*** Begin section ***

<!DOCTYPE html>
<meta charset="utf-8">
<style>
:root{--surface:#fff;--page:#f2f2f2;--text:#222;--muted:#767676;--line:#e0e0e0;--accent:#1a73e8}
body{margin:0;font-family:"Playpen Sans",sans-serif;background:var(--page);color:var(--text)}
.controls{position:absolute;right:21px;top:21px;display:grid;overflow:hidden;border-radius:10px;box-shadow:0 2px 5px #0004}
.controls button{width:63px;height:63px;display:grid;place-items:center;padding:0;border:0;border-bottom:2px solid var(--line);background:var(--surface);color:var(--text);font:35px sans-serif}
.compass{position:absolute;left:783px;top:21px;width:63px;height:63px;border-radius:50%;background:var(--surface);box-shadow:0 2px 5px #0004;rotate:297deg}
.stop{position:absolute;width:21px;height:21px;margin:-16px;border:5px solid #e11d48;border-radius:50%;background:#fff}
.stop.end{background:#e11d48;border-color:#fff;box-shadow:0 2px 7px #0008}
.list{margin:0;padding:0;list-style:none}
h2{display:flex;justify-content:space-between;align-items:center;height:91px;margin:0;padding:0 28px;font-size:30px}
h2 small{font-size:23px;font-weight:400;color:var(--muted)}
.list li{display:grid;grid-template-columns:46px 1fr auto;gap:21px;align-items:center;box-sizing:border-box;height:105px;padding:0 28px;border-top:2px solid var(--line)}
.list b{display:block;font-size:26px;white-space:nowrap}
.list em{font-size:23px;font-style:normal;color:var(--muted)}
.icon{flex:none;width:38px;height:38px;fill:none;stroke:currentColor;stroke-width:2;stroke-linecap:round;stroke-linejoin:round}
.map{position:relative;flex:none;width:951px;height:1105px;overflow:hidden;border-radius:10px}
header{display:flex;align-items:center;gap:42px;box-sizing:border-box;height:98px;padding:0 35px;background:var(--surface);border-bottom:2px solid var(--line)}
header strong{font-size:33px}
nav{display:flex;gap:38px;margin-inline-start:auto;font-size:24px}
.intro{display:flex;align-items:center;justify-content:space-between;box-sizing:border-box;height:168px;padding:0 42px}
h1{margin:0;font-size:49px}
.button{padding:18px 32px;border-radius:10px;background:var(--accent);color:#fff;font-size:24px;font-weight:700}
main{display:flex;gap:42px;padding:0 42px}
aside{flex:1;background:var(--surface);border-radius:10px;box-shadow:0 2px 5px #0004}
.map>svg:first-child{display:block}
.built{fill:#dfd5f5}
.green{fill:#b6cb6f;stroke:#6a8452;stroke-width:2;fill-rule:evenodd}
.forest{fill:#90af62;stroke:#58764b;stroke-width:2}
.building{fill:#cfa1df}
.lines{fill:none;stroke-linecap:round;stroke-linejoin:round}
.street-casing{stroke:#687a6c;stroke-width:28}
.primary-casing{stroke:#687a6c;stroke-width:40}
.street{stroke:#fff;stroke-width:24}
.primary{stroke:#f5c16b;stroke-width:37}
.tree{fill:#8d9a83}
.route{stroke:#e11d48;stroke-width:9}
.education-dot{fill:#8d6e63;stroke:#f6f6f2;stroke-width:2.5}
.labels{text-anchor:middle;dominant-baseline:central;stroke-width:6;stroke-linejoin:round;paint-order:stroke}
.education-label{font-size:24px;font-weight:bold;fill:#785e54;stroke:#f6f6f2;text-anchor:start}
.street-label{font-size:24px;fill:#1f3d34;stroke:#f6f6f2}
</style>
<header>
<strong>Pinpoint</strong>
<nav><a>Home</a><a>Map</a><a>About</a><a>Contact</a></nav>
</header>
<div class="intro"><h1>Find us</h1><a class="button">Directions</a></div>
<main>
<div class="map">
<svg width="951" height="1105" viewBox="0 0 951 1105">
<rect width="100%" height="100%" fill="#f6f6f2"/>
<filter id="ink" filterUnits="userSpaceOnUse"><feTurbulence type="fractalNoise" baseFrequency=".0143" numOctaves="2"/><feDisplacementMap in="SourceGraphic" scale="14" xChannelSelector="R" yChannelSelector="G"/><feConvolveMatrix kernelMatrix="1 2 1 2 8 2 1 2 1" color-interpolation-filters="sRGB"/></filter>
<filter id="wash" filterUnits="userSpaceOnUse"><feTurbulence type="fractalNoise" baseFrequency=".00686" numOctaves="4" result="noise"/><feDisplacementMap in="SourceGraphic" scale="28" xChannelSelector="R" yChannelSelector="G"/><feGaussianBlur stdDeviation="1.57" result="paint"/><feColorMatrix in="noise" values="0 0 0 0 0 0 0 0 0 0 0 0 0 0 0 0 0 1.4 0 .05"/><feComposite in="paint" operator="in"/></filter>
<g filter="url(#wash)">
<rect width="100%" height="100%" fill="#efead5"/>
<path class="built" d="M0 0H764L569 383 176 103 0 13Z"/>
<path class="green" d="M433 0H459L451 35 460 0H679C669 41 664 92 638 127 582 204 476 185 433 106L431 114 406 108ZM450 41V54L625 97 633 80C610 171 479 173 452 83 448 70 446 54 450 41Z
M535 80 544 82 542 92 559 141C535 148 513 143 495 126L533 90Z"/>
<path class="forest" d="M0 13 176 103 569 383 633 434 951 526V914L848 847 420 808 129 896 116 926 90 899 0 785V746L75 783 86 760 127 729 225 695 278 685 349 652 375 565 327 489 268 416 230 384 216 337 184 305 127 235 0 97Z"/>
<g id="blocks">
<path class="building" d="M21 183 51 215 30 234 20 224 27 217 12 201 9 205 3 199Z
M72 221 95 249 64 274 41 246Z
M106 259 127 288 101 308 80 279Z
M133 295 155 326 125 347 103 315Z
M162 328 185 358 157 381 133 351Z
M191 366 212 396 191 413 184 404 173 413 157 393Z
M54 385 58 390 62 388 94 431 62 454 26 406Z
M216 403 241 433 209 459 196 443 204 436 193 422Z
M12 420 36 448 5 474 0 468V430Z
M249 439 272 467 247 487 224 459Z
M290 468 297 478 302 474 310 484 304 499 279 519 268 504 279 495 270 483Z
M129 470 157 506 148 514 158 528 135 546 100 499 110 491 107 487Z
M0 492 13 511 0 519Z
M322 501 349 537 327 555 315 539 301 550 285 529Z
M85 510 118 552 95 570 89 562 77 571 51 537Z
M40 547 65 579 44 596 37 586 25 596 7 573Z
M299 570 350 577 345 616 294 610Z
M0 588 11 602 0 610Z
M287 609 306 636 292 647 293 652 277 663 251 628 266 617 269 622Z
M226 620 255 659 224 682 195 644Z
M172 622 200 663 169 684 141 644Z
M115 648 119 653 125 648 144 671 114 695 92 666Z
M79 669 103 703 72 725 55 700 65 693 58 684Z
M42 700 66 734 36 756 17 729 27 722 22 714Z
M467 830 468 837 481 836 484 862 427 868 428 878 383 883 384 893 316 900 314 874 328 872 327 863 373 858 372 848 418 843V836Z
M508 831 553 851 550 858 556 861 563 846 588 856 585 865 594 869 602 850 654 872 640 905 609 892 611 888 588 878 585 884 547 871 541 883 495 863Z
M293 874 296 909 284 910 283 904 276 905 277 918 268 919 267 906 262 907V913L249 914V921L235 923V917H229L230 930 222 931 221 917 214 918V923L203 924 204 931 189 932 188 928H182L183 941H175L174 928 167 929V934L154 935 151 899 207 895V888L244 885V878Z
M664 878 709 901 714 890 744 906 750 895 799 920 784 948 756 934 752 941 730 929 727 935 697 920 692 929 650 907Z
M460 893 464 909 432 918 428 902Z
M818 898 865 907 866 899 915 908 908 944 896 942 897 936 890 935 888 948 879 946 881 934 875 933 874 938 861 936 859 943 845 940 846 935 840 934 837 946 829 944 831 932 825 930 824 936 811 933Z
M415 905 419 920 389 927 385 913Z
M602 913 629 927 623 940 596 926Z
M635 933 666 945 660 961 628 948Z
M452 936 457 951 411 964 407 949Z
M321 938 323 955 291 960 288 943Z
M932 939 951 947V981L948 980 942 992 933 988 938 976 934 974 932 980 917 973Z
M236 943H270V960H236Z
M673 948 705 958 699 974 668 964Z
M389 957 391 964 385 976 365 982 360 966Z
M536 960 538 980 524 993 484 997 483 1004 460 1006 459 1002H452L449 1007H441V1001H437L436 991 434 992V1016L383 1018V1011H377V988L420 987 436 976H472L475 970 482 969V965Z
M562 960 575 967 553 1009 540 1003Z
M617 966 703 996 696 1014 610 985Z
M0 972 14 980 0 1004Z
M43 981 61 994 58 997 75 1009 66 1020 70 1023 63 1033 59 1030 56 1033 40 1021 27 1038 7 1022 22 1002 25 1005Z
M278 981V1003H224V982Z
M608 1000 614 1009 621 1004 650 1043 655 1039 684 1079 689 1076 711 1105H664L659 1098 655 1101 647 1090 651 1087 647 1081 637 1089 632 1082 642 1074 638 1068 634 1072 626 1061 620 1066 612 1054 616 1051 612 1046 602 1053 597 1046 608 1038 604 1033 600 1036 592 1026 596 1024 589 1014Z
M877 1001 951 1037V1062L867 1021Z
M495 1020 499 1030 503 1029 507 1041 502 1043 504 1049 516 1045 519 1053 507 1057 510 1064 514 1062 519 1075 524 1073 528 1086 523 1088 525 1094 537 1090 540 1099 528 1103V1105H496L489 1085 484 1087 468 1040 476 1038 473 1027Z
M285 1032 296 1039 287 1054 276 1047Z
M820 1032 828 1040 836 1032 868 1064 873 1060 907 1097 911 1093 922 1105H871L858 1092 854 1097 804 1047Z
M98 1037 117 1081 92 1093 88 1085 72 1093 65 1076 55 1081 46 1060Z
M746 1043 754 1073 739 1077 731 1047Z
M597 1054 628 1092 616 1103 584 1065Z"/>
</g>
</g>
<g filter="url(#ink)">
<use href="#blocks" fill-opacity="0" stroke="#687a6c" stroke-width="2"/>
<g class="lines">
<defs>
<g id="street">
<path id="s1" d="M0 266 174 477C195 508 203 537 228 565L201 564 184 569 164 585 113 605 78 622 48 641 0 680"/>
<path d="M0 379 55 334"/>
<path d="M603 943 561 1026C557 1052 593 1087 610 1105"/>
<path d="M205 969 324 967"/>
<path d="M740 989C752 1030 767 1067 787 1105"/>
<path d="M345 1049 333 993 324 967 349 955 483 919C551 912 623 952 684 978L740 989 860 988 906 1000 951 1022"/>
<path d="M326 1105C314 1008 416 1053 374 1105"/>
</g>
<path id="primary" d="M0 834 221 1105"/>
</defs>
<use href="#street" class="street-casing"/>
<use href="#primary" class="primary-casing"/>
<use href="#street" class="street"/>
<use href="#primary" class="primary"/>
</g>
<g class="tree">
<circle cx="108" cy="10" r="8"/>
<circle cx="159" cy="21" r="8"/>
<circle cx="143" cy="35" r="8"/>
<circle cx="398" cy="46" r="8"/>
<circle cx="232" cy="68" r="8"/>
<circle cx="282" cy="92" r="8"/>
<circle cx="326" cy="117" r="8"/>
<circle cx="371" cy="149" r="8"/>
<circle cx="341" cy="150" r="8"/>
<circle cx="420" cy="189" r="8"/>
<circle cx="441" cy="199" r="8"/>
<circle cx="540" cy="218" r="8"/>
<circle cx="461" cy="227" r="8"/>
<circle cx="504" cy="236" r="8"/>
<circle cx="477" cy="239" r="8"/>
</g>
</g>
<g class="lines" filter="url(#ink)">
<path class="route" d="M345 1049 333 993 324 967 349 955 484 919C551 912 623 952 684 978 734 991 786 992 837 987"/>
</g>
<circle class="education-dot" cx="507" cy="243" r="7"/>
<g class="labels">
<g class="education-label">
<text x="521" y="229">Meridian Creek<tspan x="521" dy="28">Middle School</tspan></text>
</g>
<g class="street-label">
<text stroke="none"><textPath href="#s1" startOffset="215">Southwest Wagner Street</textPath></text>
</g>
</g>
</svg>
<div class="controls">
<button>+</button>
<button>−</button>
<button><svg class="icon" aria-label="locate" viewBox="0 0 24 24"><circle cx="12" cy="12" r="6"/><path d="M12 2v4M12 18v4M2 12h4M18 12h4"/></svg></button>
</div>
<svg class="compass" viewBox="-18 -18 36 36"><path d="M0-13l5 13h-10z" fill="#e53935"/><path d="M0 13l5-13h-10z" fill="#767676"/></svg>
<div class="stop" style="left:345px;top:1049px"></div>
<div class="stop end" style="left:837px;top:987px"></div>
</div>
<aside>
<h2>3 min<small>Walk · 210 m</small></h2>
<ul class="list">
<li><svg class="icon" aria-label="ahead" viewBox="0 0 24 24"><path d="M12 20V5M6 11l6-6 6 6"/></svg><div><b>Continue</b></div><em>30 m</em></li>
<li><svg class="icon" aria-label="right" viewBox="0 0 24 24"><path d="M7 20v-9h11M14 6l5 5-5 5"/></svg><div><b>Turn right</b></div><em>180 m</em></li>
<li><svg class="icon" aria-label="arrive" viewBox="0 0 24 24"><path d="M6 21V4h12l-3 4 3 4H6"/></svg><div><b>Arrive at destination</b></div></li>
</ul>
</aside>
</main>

*** End section ***

- Your task
The lines to reproduce run from the one that contains "<button>+</button>" through the last line above; copy them exactly.

- Final answer
<button>+</button>
<button>−</button>
<button><svg class="icon" aria-label="locate" viewBox="0 0 24 24"><circle cx="12" cy="12" r="6"/><path d="M12 2v4M12 18v4M2 12h4M18 12h4"/></svg></button>
</div>
<svg class="compass" viewBox="-18 -18 36 36"><path d="M0-13l5 13h-10z" fill="#e53935"/><path d="M0 13l5-13h-10z" fill="#767676"/></svg>
<div class="stop" style="left:345px;top:1049px"></div>
<div class="stop end" style="left:837px;top:987px"></div>
</div>
<aside>
<h2>3 min<small>Walk · 210 m</small></h2>
<ul class="list">
<li><svg class="icon" aria-label="ahead" viewBox="0 0 24 24"><path d="M12 20V5M6 11l6-6 6 6"/></svg><div><b>Continue</b></div><em>30 m</em></li>
<li><svg class="icon" aria-label="right" viewBox="0 0 24 24"><path d="M7 20v-9h11M14 6l5 5-5 5"/></svg><div><b>Turn right</b></div><em>180 m</em></li>
<li><svg class="icon" aria-label="arrive" viewBox="0 0 24 24"><path d="M6 21V4h12l-3 4 3 4H6"/></svg><div><b>Arrive at destination</b></div></li>
</ul>
</aside>
</main>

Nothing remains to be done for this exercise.